What you need to do: Sort through the material below and copy each line with "districts".

========================================

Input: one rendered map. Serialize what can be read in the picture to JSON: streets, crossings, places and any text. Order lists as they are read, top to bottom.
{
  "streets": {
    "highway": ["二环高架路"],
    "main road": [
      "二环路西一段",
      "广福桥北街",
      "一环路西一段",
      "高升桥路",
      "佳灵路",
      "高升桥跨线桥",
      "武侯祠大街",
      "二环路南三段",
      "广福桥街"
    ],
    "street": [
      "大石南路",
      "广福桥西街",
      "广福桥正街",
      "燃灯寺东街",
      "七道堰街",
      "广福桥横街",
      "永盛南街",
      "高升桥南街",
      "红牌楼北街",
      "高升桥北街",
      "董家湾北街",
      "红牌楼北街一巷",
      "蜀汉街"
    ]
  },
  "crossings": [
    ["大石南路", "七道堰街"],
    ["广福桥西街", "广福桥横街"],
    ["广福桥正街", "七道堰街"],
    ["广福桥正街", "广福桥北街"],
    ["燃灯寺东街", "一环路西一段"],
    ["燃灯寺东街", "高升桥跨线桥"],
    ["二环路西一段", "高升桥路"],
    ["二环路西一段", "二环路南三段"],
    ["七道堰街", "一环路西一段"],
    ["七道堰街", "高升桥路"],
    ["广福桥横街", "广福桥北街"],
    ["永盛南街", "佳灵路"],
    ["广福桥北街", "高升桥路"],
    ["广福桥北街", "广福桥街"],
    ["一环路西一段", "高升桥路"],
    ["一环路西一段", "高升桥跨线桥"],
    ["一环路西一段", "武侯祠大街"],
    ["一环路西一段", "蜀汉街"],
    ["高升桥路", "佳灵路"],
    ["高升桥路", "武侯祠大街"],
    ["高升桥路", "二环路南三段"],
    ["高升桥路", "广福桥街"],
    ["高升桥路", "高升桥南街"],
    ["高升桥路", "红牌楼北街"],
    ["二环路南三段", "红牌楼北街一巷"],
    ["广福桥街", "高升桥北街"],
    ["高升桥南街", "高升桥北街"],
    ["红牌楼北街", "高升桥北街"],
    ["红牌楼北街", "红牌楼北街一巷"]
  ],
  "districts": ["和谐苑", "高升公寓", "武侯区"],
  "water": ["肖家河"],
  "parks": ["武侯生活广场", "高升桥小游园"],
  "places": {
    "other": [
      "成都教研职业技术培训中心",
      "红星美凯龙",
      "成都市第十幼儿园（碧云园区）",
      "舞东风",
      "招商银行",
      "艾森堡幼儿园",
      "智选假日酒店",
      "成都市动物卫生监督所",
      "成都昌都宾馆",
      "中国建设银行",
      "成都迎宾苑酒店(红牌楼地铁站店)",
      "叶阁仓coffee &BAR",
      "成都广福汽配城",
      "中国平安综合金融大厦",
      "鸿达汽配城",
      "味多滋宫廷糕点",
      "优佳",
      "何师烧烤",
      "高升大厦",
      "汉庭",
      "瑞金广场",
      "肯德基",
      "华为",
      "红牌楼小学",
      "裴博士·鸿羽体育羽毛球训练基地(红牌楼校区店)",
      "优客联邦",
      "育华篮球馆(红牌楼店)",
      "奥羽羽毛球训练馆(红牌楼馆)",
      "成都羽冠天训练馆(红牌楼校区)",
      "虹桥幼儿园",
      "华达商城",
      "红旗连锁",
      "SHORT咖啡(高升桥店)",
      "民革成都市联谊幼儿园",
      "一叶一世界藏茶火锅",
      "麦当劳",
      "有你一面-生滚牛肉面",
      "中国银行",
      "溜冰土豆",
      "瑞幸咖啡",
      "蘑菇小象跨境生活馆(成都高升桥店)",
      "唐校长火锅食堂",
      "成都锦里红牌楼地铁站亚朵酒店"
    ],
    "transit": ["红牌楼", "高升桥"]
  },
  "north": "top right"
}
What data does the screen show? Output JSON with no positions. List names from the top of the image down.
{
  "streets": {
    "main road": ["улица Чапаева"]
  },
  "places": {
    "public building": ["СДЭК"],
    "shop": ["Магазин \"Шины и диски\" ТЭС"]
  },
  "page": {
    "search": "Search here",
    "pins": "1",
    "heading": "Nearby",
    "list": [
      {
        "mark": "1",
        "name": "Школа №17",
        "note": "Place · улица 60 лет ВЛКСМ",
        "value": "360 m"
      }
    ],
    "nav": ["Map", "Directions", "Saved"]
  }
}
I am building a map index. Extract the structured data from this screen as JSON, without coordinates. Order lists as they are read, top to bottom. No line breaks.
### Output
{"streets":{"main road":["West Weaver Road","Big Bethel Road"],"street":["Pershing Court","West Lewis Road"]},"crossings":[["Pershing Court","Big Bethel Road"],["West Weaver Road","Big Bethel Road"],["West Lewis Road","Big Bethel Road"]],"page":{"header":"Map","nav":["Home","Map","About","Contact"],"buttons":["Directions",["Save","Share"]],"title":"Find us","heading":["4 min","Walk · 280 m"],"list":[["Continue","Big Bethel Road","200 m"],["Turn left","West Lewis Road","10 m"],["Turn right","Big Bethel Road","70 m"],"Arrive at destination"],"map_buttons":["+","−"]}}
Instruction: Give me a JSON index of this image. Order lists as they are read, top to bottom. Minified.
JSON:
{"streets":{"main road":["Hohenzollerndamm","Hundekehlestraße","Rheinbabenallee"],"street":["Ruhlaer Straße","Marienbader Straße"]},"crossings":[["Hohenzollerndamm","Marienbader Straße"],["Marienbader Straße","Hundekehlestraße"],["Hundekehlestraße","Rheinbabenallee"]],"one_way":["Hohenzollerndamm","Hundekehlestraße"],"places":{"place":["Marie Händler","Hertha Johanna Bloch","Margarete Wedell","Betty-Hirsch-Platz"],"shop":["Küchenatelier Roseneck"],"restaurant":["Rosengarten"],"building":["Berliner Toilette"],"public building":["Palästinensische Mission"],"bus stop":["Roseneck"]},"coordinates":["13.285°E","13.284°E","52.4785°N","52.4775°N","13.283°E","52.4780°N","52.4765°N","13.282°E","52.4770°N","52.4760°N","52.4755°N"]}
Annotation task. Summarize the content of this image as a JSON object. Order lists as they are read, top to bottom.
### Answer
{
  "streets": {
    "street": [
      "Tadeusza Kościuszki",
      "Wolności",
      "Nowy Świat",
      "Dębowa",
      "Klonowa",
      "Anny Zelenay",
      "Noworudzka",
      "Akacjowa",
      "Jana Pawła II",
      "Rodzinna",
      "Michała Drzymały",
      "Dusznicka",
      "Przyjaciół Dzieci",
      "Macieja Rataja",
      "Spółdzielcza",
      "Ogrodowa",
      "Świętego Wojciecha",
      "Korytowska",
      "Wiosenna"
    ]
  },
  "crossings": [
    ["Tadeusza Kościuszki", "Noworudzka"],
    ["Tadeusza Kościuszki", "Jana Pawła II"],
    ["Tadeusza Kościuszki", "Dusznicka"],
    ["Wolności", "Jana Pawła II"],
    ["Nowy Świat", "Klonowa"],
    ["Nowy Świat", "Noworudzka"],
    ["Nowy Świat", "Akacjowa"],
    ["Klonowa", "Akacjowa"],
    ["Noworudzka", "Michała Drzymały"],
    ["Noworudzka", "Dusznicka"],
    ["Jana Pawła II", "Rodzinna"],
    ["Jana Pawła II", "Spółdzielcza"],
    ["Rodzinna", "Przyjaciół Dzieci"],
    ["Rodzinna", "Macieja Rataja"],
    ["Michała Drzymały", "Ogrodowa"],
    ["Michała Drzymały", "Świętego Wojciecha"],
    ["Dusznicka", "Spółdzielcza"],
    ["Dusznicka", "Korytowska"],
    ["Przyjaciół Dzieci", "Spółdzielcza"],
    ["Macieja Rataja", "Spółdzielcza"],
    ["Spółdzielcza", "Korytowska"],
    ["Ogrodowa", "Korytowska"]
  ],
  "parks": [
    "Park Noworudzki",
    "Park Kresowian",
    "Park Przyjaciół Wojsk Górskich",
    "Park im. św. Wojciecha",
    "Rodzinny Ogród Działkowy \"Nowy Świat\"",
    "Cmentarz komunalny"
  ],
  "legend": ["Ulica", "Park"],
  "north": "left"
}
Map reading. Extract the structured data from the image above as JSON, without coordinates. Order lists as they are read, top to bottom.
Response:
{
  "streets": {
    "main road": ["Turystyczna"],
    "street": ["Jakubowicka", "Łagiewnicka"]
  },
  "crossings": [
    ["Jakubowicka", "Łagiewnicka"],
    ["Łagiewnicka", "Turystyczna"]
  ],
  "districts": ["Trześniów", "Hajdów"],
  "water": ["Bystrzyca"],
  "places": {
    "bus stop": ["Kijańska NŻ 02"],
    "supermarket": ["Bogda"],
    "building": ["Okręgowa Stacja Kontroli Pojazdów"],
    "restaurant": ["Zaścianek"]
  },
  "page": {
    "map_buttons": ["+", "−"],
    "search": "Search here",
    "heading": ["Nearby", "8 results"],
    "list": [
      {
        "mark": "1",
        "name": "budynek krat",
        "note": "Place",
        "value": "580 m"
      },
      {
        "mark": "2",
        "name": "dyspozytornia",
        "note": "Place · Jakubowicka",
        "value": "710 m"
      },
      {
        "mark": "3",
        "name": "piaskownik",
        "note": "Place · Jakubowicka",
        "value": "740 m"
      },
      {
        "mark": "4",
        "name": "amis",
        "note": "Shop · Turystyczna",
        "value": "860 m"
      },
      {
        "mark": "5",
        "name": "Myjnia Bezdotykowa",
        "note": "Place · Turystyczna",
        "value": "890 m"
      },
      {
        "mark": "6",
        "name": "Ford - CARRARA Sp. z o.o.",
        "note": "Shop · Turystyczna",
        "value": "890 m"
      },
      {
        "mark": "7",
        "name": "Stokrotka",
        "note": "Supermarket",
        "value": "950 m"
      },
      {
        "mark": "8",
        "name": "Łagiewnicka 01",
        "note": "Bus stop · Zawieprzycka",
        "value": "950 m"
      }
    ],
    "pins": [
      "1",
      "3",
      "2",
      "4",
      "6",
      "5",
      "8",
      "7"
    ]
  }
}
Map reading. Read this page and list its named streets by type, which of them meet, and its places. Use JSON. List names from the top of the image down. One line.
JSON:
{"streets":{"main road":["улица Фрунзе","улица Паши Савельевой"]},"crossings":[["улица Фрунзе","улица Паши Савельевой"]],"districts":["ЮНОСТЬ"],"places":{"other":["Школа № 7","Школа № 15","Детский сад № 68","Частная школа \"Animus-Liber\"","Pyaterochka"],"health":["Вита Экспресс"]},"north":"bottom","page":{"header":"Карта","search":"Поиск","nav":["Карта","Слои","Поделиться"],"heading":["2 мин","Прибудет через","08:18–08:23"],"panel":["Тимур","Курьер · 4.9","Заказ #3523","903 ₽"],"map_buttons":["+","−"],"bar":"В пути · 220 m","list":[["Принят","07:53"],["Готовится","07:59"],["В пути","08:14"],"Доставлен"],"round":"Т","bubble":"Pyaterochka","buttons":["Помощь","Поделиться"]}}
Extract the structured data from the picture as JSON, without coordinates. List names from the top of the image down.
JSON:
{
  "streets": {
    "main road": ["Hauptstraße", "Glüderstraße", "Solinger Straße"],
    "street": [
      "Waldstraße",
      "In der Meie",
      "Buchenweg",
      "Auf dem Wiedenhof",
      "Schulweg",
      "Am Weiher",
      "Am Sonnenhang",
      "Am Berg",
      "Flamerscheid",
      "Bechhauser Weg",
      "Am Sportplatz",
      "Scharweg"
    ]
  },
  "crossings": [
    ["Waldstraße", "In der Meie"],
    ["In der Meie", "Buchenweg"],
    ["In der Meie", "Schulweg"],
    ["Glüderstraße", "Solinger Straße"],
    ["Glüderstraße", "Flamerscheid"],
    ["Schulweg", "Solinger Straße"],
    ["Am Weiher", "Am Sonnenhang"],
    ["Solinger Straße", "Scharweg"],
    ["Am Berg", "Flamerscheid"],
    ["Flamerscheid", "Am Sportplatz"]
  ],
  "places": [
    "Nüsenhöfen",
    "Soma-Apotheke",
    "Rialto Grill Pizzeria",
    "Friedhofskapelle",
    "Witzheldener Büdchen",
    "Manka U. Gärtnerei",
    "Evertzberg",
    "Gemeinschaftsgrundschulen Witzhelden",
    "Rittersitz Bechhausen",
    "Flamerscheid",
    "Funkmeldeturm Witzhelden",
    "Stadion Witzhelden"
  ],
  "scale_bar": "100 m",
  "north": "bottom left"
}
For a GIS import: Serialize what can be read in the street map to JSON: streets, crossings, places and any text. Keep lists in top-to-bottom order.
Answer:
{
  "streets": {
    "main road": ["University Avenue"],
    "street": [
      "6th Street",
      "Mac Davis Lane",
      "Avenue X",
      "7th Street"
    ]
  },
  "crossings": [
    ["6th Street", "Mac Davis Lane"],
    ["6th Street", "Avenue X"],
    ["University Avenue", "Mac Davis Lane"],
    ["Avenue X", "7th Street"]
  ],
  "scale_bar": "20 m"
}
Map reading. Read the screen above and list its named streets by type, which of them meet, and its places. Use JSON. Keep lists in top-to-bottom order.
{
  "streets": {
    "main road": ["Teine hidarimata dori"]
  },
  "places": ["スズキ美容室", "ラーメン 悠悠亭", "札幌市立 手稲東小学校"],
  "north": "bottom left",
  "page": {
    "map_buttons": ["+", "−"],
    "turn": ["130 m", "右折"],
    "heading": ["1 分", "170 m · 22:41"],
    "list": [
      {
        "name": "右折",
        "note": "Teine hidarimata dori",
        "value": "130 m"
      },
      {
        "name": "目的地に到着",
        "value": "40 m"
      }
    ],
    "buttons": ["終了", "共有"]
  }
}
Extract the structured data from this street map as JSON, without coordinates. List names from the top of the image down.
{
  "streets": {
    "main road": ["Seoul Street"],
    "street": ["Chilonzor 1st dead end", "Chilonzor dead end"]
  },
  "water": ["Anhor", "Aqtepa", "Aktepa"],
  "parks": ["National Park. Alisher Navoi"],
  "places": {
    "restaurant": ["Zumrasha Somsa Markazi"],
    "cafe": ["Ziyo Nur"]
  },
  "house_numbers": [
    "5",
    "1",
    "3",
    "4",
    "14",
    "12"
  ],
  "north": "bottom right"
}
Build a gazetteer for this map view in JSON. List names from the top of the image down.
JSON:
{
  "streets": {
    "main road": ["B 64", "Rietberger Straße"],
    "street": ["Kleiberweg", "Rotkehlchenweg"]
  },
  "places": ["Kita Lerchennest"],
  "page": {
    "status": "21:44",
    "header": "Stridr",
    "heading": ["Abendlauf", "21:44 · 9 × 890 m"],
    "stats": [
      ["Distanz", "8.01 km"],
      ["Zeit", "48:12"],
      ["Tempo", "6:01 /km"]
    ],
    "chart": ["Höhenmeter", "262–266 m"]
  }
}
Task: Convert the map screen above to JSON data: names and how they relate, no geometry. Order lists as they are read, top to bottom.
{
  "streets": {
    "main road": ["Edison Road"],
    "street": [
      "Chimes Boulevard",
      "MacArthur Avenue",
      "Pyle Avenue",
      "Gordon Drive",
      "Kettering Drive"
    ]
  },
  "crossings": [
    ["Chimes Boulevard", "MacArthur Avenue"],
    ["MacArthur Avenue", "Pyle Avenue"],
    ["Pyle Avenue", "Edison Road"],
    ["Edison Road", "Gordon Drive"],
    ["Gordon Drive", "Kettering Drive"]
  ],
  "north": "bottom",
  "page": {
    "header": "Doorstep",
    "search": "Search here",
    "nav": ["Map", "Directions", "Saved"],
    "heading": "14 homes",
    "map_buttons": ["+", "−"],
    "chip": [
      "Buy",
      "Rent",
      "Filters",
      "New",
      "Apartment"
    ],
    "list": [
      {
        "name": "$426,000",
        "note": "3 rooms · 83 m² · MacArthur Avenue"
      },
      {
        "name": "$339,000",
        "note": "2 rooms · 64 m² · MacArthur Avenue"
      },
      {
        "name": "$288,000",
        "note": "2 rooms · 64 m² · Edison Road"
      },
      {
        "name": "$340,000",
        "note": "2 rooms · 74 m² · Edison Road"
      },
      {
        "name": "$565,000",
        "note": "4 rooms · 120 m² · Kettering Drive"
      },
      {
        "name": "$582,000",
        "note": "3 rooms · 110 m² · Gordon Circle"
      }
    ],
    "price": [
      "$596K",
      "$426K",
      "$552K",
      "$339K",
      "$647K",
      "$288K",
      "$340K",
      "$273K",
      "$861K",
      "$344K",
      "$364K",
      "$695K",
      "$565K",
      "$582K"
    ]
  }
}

========================================

Result of the exercise:
  "districts": ["和谐苑", "高升公寓", "武侯区"],
  "districts": ["Trześniów", "Hajdów"],
{"streets":{"main road":["улица Фрунзе","улица Паши Савельевой"]},"crossings":[["улица Фрунзе","улица Паши Савельевой"]],"districts":["ЮНОСТЬ"],"places":{"other":["Школа № 7","Школа № 15","Детский сад № 68","Частная школа \"Animus-Liber\"","Pyaterochka"],"health":["Вита Экспресс"]},"north":"bottom","page":{"header":"Карта","search":"Поиск","nav":["Карта","Слои","Поделиться"],"heading":["2 мин","Прибудет через","08:18–08:23"],"panel":["Тимур","Курьер · 4.9","Заказ #3523","903 ₽"],"map_buttons":["+","−"],"bar":"В пути · 220 m","list":[["Принят","07:53"],["Готовится","07:59"],["В пути","08:14"],"Доставлен"],"round":"Т","bubble":"Pyaterochka","buttons":["Помощь","Поделиться"]}}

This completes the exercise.